A new, old type of lawlessness as Trump attacks Venezuela — and an opening for a better America
The legal discussion is dark in the wake of the U.S. military taking Nicolás Maduro to the U.S. The path America is on today, however, is not where we need to go.
Overnight, the United States entered the sovereign territory of a foreign nation; bombed several areas; invaded its president’s compound; took that man and his wife from their house; and brought them to New York, where they face longstanding drug trafficking charges.
In a news conference from Mar-a-Lago on Saturday, President Donald Trump expanded the consequences and scope of the operation even further, saying of Venezuela, “We’re gonna run it … until such time as a proper transition can take place.”
Then, the chairman of the Joint Chiefs of Staff, Dan Caine, warned: “There is always a chance that we’ll be tasked to do this type of mission again.“
This all happened under Trump’s command, and it represents something that is both unfamiliar — and all too familiar — to American history. The unique nature of Trump’s invasion and decapitation of the government in Venezuela masks what makes it less exceptional: It combines many aspects of things that the United States has done in its history — but all in one night.
The United States has invaded foreign countries before when it faced no imminent threats. The United States has taken out foreign leaders before. The United States has even put foreign leaders on trial before. And, more familiar, the United States has definitely engaged in “nation-building” before.
The closest the United States has come to doing what happened on Saturday was exactly 36 years ago — when the United States apprehended Panamanian General Manuel Noriega on January 3, 1990 and brought him to America to face drug charges in Florida.
This time around, the United States apprehended Venezuelan President Nicolás Maduro on January 3, 2026 and brought him to America to face drug charges in New York.
The complicated nature of this moment centers on two aspects — a legal discussion, which this post will describe at length, as well as a normative discussion, on which I will end.
Where we are is an extremely difficult moment, and that is reality, but it need not be where we go. In this moment, then, there is a chance to create a better America, as hard as that might be to see this weekend.
The legal opinions
The legal response to Trump’s actions includes two pieces that, at first blush, appear to be quite divergent.
In Georgetown Law professor Steve Vladeck’s post at One First …

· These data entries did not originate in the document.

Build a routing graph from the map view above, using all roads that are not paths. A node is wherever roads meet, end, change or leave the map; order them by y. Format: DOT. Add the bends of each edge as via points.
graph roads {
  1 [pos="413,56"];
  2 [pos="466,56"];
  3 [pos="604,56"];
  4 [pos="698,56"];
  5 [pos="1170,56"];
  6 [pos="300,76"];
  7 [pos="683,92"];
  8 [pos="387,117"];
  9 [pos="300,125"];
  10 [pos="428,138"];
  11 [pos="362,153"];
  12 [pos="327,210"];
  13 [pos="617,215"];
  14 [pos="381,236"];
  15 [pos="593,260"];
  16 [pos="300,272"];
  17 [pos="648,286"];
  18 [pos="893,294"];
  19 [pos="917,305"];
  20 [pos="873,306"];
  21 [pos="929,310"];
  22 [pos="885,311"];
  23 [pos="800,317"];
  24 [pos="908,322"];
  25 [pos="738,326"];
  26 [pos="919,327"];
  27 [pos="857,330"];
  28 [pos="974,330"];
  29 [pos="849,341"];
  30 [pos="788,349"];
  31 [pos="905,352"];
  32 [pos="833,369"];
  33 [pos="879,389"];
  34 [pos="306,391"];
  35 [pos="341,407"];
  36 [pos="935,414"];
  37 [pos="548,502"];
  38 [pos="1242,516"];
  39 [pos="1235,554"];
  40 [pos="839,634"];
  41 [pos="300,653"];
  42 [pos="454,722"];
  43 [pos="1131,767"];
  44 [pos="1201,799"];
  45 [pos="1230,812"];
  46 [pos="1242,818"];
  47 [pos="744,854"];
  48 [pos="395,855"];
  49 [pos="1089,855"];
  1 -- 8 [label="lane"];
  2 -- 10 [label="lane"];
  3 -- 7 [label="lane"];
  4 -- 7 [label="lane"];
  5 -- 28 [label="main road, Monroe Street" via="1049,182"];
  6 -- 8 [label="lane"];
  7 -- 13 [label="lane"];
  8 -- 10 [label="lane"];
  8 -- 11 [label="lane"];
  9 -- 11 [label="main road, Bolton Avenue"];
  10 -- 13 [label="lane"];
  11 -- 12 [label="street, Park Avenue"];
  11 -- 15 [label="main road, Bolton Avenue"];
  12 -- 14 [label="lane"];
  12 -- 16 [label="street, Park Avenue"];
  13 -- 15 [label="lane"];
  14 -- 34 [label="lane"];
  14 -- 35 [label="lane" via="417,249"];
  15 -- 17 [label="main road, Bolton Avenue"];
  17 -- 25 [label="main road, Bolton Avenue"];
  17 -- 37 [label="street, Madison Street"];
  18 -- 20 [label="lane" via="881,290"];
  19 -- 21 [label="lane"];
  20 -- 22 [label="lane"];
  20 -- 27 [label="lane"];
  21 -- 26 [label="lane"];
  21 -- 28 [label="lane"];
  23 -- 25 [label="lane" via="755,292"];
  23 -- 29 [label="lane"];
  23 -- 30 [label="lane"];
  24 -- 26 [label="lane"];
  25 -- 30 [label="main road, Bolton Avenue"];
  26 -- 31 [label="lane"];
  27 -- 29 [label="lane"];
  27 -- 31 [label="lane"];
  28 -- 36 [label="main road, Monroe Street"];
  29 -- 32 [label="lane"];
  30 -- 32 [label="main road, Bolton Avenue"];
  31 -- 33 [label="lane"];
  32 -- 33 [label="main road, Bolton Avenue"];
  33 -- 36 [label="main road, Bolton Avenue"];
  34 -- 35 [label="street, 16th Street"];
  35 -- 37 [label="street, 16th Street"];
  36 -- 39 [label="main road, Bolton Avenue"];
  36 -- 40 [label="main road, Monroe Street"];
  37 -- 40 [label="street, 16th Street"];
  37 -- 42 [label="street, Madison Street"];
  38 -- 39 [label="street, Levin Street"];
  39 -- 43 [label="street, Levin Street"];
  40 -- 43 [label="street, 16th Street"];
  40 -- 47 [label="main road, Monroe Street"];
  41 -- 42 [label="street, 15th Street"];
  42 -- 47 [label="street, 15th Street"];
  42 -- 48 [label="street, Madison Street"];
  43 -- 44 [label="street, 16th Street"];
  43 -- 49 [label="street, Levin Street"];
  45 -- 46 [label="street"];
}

… he distinguished the Noriega operation as such:
In the Panama example, the Panamaian general assembly had formally declared a state of war against the United States, and a U.S. Marine had been shot and killed, before President George H.W. Bush authorized the underlying operation.
Further, he continued:
[E]ven then, there’s still nothing approaching consensus that Operation Just Cause was actually consistent with U.S. law; Congress passed no statute authorizing hostilities, and it was hard to see how the situation in Panama posed any kind of imminent threat to U.S. territory sufficient to trigger the President’s Article II powers—just like the Trump administration’s narco-trafficking claims seem difficult to reconcile with where fentanyl actually comes from (Mexico) or the Trump administration’s own behavior (like pardoning former Honduran president-turned-cocaine-trafficker Juan Orlando Hernández).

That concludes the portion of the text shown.